• Dataset extract:
________________________________________

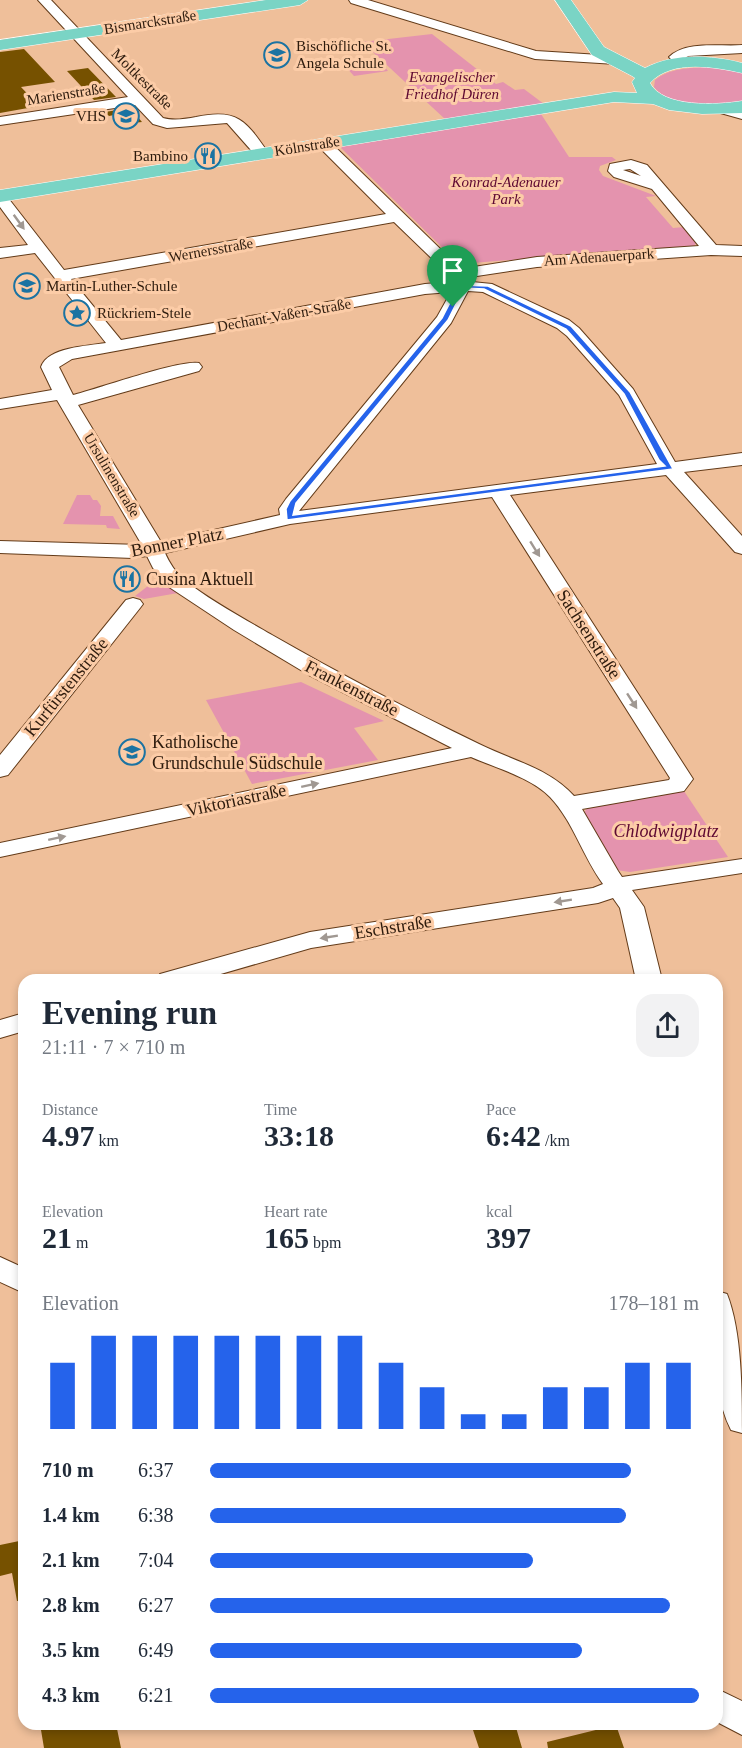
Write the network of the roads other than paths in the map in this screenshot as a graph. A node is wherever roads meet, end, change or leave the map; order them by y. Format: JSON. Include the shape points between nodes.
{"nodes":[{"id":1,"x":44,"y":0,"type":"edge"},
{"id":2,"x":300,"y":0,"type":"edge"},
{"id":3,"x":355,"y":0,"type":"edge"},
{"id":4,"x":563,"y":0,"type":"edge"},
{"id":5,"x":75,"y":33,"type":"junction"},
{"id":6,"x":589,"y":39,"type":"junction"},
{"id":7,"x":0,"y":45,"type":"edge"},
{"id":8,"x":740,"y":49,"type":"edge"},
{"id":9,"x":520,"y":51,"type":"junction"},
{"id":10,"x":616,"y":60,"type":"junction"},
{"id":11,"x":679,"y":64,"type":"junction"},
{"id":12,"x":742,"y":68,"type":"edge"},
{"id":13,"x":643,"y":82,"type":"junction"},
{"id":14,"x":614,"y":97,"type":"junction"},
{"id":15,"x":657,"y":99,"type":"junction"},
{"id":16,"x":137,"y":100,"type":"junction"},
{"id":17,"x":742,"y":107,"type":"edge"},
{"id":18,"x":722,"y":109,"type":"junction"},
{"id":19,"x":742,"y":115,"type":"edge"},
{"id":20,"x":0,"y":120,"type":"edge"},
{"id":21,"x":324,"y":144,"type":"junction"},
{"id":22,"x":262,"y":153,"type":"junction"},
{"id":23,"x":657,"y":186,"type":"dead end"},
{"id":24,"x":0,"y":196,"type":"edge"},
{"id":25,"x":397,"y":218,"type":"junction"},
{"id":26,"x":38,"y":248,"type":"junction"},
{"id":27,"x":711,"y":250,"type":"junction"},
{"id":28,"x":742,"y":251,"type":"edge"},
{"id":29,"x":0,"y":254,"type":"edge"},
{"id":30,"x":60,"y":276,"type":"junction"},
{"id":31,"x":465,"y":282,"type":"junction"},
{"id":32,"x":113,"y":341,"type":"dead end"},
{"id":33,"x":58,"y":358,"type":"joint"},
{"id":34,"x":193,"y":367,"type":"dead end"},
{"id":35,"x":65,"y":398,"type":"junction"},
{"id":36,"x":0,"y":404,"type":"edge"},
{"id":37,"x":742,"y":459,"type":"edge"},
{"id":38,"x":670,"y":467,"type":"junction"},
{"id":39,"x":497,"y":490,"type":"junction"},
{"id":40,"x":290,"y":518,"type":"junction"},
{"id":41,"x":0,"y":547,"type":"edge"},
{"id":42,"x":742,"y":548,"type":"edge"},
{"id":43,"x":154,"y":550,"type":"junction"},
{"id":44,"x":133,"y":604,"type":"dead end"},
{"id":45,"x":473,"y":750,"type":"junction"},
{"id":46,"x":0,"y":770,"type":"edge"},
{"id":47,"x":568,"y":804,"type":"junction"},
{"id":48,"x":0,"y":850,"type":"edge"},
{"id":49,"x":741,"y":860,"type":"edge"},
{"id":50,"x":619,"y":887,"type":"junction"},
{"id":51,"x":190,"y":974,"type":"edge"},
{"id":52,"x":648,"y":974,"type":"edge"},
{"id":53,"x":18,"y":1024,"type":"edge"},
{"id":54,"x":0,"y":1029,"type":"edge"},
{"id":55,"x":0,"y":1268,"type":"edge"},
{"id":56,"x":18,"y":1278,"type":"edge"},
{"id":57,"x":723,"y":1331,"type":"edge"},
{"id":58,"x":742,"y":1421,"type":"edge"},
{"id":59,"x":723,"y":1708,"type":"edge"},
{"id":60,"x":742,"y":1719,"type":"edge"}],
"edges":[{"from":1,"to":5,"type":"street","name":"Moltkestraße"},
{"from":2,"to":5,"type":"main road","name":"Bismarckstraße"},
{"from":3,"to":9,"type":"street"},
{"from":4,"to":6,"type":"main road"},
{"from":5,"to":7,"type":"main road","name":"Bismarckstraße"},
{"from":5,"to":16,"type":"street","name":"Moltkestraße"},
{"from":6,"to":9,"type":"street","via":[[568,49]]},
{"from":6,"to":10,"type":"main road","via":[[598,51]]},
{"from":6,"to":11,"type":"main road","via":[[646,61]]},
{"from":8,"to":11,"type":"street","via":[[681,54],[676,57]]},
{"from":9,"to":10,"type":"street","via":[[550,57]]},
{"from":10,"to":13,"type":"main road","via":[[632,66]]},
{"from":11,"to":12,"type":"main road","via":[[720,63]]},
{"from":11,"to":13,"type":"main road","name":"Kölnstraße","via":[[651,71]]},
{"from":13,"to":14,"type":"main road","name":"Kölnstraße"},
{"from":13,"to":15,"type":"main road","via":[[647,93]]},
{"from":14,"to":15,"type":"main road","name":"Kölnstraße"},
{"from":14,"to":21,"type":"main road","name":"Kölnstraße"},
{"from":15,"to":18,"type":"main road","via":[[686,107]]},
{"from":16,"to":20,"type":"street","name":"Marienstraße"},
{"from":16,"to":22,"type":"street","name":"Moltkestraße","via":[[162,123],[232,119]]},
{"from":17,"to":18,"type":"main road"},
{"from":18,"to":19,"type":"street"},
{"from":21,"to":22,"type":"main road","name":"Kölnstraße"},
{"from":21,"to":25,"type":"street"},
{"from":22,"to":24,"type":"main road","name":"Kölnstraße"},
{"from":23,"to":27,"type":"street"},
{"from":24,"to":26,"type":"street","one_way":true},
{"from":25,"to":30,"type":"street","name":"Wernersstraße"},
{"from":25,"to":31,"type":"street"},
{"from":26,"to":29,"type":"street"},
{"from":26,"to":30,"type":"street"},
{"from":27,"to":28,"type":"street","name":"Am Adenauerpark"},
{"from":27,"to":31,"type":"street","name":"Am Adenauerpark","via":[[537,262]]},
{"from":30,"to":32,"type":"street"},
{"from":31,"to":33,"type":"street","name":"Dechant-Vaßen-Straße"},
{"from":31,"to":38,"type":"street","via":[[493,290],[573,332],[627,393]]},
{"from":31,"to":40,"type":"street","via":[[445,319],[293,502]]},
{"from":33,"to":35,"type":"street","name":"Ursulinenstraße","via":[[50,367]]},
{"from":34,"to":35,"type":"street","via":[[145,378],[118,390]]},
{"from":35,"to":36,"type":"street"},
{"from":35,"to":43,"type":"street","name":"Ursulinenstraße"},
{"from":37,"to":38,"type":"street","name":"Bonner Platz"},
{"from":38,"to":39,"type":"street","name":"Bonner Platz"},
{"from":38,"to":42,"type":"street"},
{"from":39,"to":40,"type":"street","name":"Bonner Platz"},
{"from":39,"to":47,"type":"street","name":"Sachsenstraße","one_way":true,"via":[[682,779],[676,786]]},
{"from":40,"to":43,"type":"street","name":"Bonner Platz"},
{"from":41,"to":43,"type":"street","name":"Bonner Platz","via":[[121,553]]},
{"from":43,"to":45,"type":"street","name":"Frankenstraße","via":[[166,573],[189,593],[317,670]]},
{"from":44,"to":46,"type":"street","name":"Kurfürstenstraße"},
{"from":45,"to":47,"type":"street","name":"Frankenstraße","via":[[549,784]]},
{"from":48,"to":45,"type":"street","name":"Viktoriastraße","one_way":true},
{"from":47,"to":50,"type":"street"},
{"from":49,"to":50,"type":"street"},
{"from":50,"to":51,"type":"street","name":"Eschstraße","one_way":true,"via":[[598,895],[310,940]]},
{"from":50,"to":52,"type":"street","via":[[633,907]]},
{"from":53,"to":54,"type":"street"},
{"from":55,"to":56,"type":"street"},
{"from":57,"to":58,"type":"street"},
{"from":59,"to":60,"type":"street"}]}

________________________________________

Reproduce each entry above word for word. Pictures are not part of the copy.

• Response below:
Write the network of the roads other than paths in the map in this screenshot as a graph. A node is wherever roads meet, end, change or leave the map; order them by y. Format: JSON. Include the shape points between nodes.
{"nodes":[{"id":1,"x":44,"y":0,"type":"edge"},
{"id":2,"x":300,"y":0,"type":"edge"},
{"id":3,"x":355,"y":0,"type":"edge"},
{"id":4,"x":563,"y":0,"type":"edge"},
{"id":5,"x":75,"y":33,"type":"junction"},
{"id":6,"x":589,"y":39,"type":"junction"},
{"id":7,"x":0,"y":45,"type":"edge"},
{"id":8,"x":740,"y":49,"type":"edge"},
{"id":9,"x":520,"y":51,"type":"junction"},
{"id":10,"x":616,"y":60,"type":"junction"},
{"id":11,"x":679,"y":64,"type":"junction"},
{"id":12,"x":742,"y":68,"type":"edge"},
{"id":13,"x":643,"y":82,"type":"junction"},
{"id":14,"x":614,"y":97,"type":"junction"},
{"id":15,"x":657,"y":99,"type":"junction"},
{"id":16,"x":137,"y":100,"type":"junction"},
{"id":17,"x":742,"y":107,"type":"edge"},
{"id":18,"x":722,"y":109,"type":"junction"},
{"id":19,"x":742,"y":115,"type":"edge"},
{"id":20,"x":0,"y":120,"type":"edge"},
{"id":21,"x":324,"y":144,"type":"junction"},
{"id":22,"x":262,"y":153,"type":"junction"},
{"id":23,"x":657,"y":186,"type":"dead end"},
{"id":24,"x":0,"y":196,"type":"edge"},
{"id":25,"x":397,"y":218,"type":"junction"},
{"id":26,"x":38,"y":248,"type":"junction"},
{"id":27,"x":711,"y":250,"type":"junction"},
{"id":28,"x":742,"y":251,"type":"edge"},
{"id":29,"x":0,"y":254,"type":"edge"},
{"id":30,"x":60,"y":276,"type":"junction"},
{"id":31,"x":465,"y":282,"type":"junction"},
{"id":32,"x":113,"y":341,"type":"dead end"},
{"id":33,"x":58,"y":358,"type":"joint"},
{"id":34,"x":193,"y":367,"type":"dead end"},
{"id":35,"x":65,"y":398,"type":"junction"},
{"id":36,"x":0,"y":404,"type":"edge"},
{"id":37,"x":742,"y":459,"type":"edge"},
{"id":38,"x":670,"y":467,"type":"junction"},
{"id":39,"x":497,"y":490,"type":"junction"},
{"id":40,"x":290,"y":518,"type":"junction"},
{"id":41,"x":0,"y":547,"type":"edge"},
{"id":42,"x":742,"y":548,"type":"edge"},
{"id":43,"x":154,"y":550,"type":"junction"},
{"id":44,"x":133,"y":604,"type":"dead end"},
{"id":45,"x":473,"y":750,"type":"junction"},
{"id":46,"x":0,"y":770,"type":"edge"},
{"id":47,"x":568,"y":804,"type":"junction"},
{"id":48,"x":0,"y":850,"type":"edge"},
{"id":49,"x":741,"y":860,"type":"edge"},
{"id":50,"x":619,"y":887,"type":"junction"},
{"id":51,"x":190,"y":974,"type":"edge"},
{"id":52,"x":648,"y":974,"type":"edge"},
{"id":53,"x":18,"y":1024,"type":"edge"},
{"id":54,"x":0,"y":1029,"type":"edge"},
{"id":55,"x":0,"y":1268,"type":"edge"},
{"id":56,"x":18,"y":1278,"type":"edge"},
{"id":57,"x":723,"y":1331,"type":"edge"},
{"id":58,"x":742,"y":1421,"type":"edge"},
{"id":59,"x":723,"y":1708,"type":"edge"},
{"id":60,"x":742,"y":1719,"type":"edge"}],
"edges":[{"from":1,"to":5,"type":"street","name":"Moltkestraße"},
{"from":2,"to":5,"type":"main road","name":"Bismarckstraße"},
{"from":3,"to":9,"type":"street"},
{"from":4,"to":6,"type":"main road"},
{"from":5,"to":7,"type":"main road","name":"Bismarckstraße"},
{"from":5,"to":16,"type":"street","name":"Moltkestraße"},
{"from":6,"to":9,"type":"street","via":[[568,49]]},
{"from":6,"to":10,"type":"main road","via":[[598,51]]},
{"from":6,"to":11,"type":"main road","via":[[646,61]]},
{"from":8,"to":11,"type":"street","via":[[681,54],[676,57]]},
{"from":9,"to":10,"type":"street","via":[[550,57]]},
{"from":10,"to":13,"type":"main road","via":[[632,66]]},
{"from":11,"to":12,"type":"main road","via":[[720,63]]},
{"from":11,"to":13,"type":"main road","name":"Kölnstraße","via":[[651,71]]},
{"from":13,"to":14,"type":"main road","name":"Kölnstraße"},
{"from":13,"to":15,"type":"main road","via":[[647,93]]},
{"from":14,"to":15,"type":"main road","name":"Kölnstraße"},
{"from":14,"to":21,"type":"main road","name":"Kölnstraße"},
{"from":15,"to":18,"type":"main road","via":[[686,107]]},
{"from":16,"to":20,"type":"street","name":"Marienstraße"},
{"from":16,"to":22,"type":"street","name":"Moltkestraße","via":[[162,123],[232,119]]},
{"from":17,"to":18,"type":"main road"},
{"from":18,"to":19,"type":"street"},
{"from":21,"to":22,"type":"main road","name":"Kölnstraße"},
{"from":21,"to":25,"type":"street"},
{"from":22,"to":24,"type":"main road","name":"Kölnstraße"},
{"from":23,"to":27,"type":"street"},
{"from":24,"to":26,"type":"street","one_way":true},
{"from":25,"to":30,"type":"street","name":"Wernersstraße"},
{"from":25,"to":31,"type":"street"},
{"from":26,"to":29,"type":"street"},
{"from":26,"to":30,"type":"street"},
{"from":27,"to":28,"type":"street","name":"Am Adenauerpark"},
{"from":27,"to":31,"type":"street","name":"Am Adenauerpark","via":[[537,262]]},
{"from":30,"to":32,"type":"street"},
{"from":31,"to":33,"type":"street","name":"Dechant-Vaßen-Straße"},
{"from":31,"to":38,"type":"street","via":[[493,290],[573,332],[627,393]]},
{"from":31,"to":40,"type":"street","via":[[445,319],[293,502]]},
{"from":33,"to":35,"type":"street","name":"Ursulinenstraße","via":[[50,367]]},
{"from":34,"to":35,"type":"street","via":[[145,378],[118,390]]},
{"from":35,"to":36,"type":"street"},
{"from":35,"to":43,"type":"street","name":"Ursulinenstraße"},
{"from":37,"to":38,"type":"street","name":"Bonner Platz"},
{"from":38,"to":39,"type":"street","name":"Bonner Platz"},
{"from":38,"to":42,"type":"street"},
{"from":39,"to":40,"type":"street","name":"Bonner Platz"},
{"from":39,"to":47,"type":"street","name":"Sachsenstraße","one_way":true,"via":[[682,779],[676,786]]},
{"from":40,"to":43,"type":"street","name":"Bonner Platz"},
{"from":41,"to":43,"type":"street","name":"Bonner Platz","via":[[121,553]]},
{"from":43,"to":45,"type":"street","name":"Frankenstraße","via":[[166,573],[189,593],[317,670]]},
{"from":44,"to":46,"type":"street","name":"Kurfürstenstraße"},
{"from":45,"to":47,"type":"street","name":"Frankenstraße","via":[[549,784]]},
{"from":48,"to":45,"type":"street","name":"Viktoriastraße","one_way":true},
{"from":47,"to":50,"type":"street"},
{"from":49,"to":50,"type":"street"},
{"from":50,"to":51,"type":"street","name":"Eschstraße","one_way":true,"via":[[598,895],[310,940]]},
{"from":50,"to":52,"type":"street","via":[[633,907]]},
{"from":53,"to":54,"type":"street"},
{"from":55,"to":56,"type":"street"},
{"from":57,"to":58,"type":"street"},
{"from":59,"to":60,"type":"street"}]}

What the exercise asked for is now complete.